Nevertheless, northern political antagonism against an Osinbajo-led government might not be as intense as witnessed under the Jonathan administration. Close friendships between political elites from northern and western regions have emerged since the 1950s and 1960s, with the Obasanjo-Yar’Adua partnership as one example. Osinbajo, a Yoruba from Lagos state in the south-west region, can use this past relationship to drum up solidarity in the north. Jonathan was unable to benefit from any such pre-existing political affiliation.

Buhari’s death in office and an Osinbajo-led government may still resurrect ethno-religious tensions. Osinbajo is a devout Christian and his leadership may not sit well with the religious binaries of groups like Boko Haram, who claim Nigeria was a Muslim sphere of influence before colonialism handed parts of it to Christians. Osinbajo’s potential leadership will feed Boko Haram’s narrative and may ignite religious tensions. Further, an Osinbajo government may not receive the same support from the southeast as did Jonathan’s in 2011-2015. Consequently, ethno-religious movements and rebellions will likely continue to fester in the south-southeast and northeast, largely due to the neglect and militarisation as the federation grapples with political stability at the centre, Abuja.
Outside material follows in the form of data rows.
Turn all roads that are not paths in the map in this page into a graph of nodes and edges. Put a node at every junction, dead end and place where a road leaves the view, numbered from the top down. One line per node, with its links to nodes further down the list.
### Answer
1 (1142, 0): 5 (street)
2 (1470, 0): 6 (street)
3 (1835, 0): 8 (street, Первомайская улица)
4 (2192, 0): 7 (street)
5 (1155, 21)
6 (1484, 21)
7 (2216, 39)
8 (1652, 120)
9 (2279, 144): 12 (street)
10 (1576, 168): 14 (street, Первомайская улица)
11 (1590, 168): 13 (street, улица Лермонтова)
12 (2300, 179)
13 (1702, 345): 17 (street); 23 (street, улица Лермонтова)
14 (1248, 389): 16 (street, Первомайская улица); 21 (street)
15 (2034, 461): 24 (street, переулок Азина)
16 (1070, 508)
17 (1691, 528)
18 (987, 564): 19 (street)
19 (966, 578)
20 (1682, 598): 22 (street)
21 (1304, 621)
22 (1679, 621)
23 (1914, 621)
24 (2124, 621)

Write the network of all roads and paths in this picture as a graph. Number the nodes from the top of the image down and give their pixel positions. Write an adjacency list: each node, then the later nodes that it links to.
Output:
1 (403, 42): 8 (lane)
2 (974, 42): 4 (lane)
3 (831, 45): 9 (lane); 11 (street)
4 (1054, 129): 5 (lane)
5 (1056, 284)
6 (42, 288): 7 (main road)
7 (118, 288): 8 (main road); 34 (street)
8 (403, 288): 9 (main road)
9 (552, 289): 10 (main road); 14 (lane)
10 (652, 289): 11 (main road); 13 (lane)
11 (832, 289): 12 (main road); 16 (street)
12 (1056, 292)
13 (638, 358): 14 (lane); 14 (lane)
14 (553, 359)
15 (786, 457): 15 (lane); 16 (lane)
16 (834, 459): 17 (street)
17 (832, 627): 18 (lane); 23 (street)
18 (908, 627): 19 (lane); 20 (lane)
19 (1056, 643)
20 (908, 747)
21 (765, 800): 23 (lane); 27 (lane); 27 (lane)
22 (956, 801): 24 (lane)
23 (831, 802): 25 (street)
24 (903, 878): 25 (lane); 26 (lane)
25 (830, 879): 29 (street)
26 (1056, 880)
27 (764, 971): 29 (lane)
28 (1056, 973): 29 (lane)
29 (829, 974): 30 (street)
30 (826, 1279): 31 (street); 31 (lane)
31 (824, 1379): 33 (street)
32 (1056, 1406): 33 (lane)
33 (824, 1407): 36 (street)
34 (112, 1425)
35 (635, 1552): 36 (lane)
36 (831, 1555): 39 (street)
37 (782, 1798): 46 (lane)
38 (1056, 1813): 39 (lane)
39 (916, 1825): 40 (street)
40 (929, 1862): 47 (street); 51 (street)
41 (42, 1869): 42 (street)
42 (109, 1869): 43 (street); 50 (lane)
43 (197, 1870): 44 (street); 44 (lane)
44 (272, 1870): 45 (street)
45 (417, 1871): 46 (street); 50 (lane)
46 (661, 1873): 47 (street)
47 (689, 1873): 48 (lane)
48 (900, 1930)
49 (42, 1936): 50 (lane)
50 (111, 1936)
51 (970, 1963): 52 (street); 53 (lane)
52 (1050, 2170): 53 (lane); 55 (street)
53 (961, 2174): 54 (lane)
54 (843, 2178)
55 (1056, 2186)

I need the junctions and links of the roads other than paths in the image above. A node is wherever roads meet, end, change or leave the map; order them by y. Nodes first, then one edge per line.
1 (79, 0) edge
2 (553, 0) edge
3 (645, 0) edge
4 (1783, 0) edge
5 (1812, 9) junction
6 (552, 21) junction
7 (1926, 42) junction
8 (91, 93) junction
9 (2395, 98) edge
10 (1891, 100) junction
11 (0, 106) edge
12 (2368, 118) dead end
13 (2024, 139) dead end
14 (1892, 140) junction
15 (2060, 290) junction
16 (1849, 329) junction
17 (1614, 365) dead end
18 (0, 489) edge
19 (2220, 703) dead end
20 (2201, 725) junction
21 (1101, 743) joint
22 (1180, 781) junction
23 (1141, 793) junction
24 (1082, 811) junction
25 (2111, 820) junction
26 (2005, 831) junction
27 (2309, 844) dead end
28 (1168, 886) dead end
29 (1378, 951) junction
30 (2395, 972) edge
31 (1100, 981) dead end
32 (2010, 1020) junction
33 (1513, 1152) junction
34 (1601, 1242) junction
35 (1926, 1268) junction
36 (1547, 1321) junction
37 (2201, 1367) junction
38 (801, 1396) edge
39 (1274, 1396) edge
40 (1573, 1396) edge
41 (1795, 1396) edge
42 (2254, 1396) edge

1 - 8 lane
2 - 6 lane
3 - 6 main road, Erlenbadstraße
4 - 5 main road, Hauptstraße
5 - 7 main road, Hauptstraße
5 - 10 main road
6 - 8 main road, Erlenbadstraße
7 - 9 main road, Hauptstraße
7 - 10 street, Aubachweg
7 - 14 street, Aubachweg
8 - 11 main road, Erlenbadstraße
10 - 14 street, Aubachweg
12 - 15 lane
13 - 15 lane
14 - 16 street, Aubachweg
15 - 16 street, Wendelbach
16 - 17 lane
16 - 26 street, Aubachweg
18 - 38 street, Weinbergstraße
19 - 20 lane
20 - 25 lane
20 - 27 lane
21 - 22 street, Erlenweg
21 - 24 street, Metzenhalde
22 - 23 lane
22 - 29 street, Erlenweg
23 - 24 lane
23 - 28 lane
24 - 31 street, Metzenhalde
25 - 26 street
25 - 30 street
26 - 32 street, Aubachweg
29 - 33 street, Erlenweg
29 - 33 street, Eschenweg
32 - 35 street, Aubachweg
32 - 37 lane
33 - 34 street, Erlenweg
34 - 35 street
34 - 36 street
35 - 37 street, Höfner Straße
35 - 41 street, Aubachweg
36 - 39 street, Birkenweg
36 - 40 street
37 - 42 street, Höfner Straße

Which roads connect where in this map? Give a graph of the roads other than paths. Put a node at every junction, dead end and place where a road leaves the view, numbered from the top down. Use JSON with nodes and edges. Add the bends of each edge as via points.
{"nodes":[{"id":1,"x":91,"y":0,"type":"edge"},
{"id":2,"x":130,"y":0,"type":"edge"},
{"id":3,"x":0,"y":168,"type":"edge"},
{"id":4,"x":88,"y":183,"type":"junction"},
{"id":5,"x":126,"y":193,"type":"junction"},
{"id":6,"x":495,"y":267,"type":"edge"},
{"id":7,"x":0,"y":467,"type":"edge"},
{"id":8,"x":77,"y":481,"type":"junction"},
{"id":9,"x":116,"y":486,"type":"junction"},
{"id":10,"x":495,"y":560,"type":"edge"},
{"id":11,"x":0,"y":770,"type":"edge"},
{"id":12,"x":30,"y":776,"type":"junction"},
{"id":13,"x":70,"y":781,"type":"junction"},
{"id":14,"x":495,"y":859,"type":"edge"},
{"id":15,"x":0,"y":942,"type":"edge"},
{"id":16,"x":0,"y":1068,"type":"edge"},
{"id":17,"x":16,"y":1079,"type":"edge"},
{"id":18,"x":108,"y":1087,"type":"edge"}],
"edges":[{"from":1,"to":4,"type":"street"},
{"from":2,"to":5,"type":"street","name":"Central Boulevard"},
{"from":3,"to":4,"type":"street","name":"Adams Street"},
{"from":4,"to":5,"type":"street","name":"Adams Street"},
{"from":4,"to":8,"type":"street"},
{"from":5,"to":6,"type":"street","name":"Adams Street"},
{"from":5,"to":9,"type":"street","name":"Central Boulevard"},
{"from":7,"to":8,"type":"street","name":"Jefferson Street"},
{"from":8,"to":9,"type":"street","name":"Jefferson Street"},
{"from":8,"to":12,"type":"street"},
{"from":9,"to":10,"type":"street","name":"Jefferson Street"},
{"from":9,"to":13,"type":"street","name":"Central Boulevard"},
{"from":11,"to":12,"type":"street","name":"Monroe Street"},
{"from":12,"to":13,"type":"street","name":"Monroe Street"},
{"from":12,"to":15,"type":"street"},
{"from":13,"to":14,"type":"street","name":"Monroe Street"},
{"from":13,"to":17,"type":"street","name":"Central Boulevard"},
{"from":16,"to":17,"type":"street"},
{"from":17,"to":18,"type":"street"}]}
President Buhari holds the key to all three of the above scenarios. If his health stabilises, he may plan his own exit at his term’s end, which could entail an agreement with his party’s executive council on who should lead and form the new APC leadership. Should the president be forced to resign, he could still use his legislative influence to adopt a similar strategy. But if Buhari dies in office, tension along Nigeria’s north-south ethno-religious divide is likely. Indeed, the effective management of this divide largely determines Nigeria’s overall health.

The country is on the edge yet again in its turbulent history of statehood. Buhari’s health and the APC’s actions could determine whether the Nigerian federation stays on its democratic course.